Defect-induced optical and thermoelectric properties of cobalt doped ZnO nanostructures prepared through hydrothermal route.
Danish Arif, Sayyam Saleem Kiani, Rajwali Khan, Adeel Younas Abid, Kashif Safeen, Khalid M Alotaibi, Wiqar H Shah, Adnan Ali, Sufaid Shah, Wubshet Mekonnen Girma, Atta Ullah Shah, Akif Safeen
Abstract
Open AccessIn this paper, we studied the thermoelectric properties of hydrothermally produced cobalt (Co) doped zinc oxide (ZnO) nanoparticles with varying Co concentrations by correlating with optical defects. X-ray diffraction results verify the generation of ZnO with a well-defined hexagonal structure. whereas the existence of Zn, Co, and O elements is verified through energy-dispersive X-ray spectroscopy for all under-inspected samples.

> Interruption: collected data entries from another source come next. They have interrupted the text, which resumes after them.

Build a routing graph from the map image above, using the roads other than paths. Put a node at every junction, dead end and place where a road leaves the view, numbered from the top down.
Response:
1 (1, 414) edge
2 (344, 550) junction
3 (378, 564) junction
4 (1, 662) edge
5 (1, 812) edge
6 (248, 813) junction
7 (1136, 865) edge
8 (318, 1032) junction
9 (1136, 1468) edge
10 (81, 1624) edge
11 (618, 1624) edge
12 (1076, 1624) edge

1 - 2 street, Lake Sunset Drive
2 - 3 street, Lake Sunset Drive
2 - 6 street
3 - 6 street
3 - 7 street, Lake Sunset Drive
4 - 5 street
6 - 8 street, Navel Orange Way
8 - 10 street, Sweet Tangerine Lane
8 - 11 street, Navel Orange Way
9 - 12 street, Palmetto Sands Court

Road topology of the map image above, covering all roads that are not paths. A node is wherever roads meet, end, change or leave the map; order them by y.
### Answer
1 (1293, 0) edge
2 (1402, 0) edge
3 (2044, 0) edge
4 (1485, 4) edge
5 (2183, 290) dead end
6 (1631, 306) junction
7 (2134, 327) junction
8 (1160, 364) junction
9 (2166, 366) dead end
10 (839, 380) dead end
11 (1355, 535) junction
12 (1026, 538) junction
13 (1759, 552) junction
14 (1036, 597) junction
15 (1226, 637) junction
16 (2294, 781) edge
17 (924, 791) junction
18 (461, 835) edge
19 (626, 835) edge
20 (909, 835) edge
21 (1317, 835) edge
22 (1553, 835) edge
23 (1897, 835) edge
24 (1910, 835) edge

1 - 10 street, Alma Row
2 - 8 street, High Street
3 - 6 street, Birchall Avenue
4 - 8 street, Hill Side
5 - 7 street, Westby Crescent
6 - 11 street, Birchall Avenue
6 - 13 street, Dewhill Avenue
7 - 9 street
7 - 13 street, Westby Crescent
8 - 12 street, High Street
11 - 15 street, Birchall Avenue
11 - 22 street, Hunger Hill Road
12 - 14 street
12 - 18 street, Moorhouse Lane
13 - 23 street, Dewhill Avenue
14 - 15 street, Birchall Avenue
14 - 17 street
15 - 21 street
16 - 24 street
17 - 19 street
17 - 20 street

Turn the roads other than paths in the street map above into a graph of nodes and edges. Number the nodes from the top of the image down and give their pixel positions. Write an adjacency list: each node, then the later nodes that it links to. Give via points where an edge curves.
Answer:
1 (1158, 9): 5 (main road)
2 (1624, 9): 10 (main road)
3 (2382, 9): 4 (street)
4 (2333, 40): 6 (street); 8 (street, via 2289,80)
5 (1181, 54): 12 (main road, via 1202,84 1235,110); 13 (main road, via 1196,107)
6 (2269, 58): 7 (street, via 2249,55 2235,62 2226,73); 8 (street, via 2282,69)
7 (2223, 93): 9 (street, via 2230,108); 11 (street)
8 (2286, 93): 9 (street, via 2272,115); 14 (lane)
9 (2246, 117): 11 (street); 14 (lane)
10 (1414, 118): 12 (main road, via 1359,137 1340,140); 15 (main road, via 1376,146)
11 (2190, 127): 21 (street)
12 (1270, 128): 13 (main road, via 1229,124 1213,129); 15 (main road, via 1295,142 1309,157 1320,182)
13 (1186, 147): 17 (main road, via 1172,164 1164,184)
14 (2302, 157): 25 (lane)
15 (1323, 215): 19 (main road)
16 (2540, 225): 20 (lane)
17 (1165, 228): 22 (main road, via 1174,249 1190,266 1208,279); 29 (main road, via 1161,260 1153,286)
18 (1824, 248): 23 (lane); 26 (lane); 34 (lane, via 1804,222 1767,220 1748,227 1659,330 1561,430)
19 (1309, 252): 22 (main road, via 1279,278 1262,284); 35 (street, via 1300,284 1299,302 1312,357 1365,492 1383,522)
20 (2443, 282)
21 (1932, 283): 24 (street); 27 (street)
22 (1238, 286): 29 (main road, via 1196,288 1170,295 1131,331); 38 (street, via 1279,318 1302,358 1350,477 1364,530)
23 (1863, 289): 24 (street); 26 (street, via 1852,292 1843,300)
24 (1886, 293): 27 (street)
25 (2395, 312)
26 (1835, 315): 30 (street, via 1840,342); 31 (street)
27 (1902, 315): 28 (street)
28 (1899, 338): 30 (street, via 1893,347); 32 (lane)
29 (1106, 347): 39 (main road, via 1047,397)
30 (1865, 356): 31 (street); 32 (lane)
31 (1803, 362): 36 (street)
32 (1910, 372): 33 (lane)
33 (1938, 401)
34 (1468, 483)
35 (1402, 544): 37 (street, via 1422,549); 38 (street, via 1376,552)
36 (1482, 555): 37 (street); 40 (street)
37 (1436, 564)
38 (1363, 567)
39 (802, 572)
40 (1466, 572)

Photoluminescence spectroscopy reveals a strong emission peak around 380 nm in the ultraviolet region and a second peak at ~ 506 nm which exhibits a broad emission in the green band ascribed to oxygen vacancies. As the doping concentration increases, the UV near-band emissions are observed to be red-shifted with decreased PL intensity in comparison to pure ZnO. We found that electric conductivity and Seebeck coefficient are increased by increasing the cobalt concentration in ZnO. Our findings reveal that incorporating Co into ZnO enhances the Seebeck coefficient to an extreme value of ~ 160 µV/K and ZT of 0.1, which is directly associated with thermoelectric proficiency and oxygen vacancies are found to be primary factor for this enhancement consistent with photoluminescence analysis. The study, on the one hand, depicted that the incorporation of defects represents a good opportunity for improving thermoelectric properties and on the other hand could be useful in the context of atomic scale defect engineering for improving the performance of thermoelectric materials.